ABC is designed to help children experiencing adversity by promoting attachment and sensitive nurturing parenting practices, thereby buffering against the long-term effects of toxic stress. ABC Parent Coaches us "in the moment commenting" and video clip review to directly model and reinforce behaviors that create nurturing, responsive environments for children.

Commenting is framed to feel positive and rewarding to the parents. The 10 sessions end with a celebration and a special "best of" DVD montage of the parent and child for them to keep. "It is truly amazing the amount of growth caregivers make in reading and responding to their child's signals after just 10 sessions," says Anne Marie Jackson, Project Eagle's ABC program coordinator. Parents have also commented on the positive impact of the program on their relationship with their child. "[ABC] makes you more conscious of the actions you take as a parent and how you react to things. You notice weaknesses in your parenting and how to make them stronger," said one ABC Parent.

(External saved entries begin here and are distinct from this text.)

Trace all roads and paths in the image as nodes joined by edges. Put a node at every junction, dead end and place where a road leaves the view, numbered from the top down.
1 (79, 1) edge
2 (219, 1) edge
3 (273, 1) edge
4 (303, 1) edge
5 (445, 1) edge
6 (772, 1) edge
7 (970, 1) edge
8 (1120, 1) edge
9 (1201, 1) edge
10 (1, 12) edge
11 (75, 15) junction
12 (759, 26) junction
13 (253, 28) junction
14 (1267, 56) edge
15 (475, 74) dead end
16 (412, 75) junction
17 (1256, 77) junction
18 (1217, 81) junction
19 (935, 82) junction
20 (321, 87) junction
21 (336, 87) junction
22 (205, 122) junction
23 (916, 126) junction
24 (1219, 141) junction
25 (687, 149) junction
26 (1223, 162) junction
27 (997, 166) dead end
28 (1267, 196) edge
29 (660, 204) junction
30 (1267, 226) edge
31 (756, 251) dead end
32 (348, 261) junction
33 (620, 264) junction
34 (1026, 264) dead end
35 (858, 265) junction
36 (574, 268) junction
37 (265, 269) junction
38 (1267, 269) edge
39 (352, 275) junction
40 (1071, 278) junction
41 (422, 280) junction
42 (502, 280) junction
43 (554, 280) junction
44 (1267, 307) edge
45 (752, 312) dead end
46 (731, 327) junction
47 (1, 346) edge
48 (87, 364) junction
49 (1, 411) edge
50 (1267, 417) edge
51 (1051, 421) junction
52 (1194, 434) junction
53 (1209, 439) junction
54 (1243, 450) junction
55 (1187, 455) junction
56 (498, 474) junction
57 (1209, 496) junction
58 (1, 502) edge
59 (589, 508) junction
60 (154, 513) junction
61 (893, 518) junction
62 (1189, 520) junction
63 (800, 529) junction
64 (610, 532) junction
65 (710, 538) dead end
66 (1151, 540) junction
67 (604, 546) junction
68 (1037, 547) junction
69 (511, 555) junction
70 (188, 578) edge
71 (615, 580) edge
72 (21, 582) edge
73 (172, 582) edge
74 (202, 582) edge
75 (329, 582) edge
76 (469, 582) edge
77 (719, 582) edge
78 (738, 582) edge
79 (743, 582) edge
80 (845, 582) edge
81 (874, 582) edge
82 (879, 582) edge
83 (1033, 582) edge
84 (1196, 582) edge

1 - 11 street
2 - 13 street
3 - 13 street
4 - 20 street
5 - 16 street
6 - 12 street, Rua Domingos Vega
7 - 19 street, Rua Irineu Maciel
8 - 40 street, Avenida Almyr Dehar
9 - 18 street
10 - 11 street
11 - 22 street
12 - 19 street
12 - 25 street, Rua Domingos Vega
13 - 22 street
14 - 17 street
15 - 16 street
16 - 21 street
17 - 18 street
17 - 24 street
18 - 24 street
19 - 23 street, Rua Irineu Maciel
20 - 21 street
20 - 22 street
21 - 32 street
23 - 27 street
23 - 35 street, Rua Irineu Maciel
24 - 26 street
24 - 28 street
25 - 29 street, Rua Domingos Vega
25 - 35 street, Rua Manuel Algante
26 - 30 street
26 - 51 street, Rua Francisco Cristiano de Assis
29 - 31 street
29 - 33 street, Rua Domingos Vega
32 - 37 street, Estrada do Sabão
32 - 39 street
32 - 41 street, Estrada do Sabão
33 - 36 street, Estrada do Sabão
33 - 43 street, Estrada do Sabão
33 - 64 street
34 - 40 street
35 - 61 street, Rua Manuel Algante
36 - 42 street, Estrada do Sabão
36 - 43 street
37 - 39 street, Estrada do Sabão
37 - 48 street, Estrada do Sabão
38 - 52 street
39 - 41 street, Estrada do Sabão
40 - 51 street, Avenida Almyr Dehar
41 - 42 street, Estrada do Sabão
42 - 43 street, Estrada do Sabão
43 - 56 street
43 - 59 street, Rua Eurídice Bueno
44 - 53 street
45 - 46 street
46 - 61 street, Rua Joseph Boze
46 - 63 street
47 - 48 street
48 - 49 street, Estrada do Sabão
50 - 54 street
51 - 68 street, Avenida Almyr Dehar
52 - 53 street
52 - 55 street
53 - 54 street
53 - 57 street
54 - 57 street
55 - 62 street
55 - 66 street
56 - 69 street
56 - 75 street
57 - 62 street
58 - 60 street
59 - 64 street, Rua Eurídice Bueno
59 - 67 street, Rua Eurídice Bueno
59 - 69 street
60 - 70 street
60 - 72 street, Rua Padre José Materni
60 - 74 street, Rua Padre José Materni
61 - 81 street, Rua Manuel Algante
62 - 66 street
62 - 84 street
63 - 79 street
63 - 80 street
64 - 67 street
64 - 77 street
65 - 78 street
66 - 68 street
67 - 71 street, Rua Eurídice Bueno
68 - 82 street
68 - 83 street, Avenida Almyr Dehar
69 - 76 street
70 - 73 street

The following success story, provided by an ABC Parent Coach, illustrates the impact of the program for both children and their parents: I worked with a young parent, and their two-year-old. The parent had recently gotten custody of the child and four year old sibling. The parent had never parented them before, and was very stressed out about caring for them. The children had experienced neglect in their previous placement, and were constantly dysregulated-- screaming, crying, and throwing things the entire session, so of course, this parent would get very frustrated with having to constantly set limits and manage their behavior. The first few sessions of ABC were very difficult. The parent became overwhelmed with the child's constant crying, and frequently yelled to try to calm them down. This parent was very eager to try ABC strategies to interact differently, and I saw incredible changes over the course of our ten weeks together. Most notably, the parent is a nurturing, soothing figure for the child gets upset. The parent decreased frightening behavior that he used to display and said they feel better equipped to handle the child's difficult behaviors.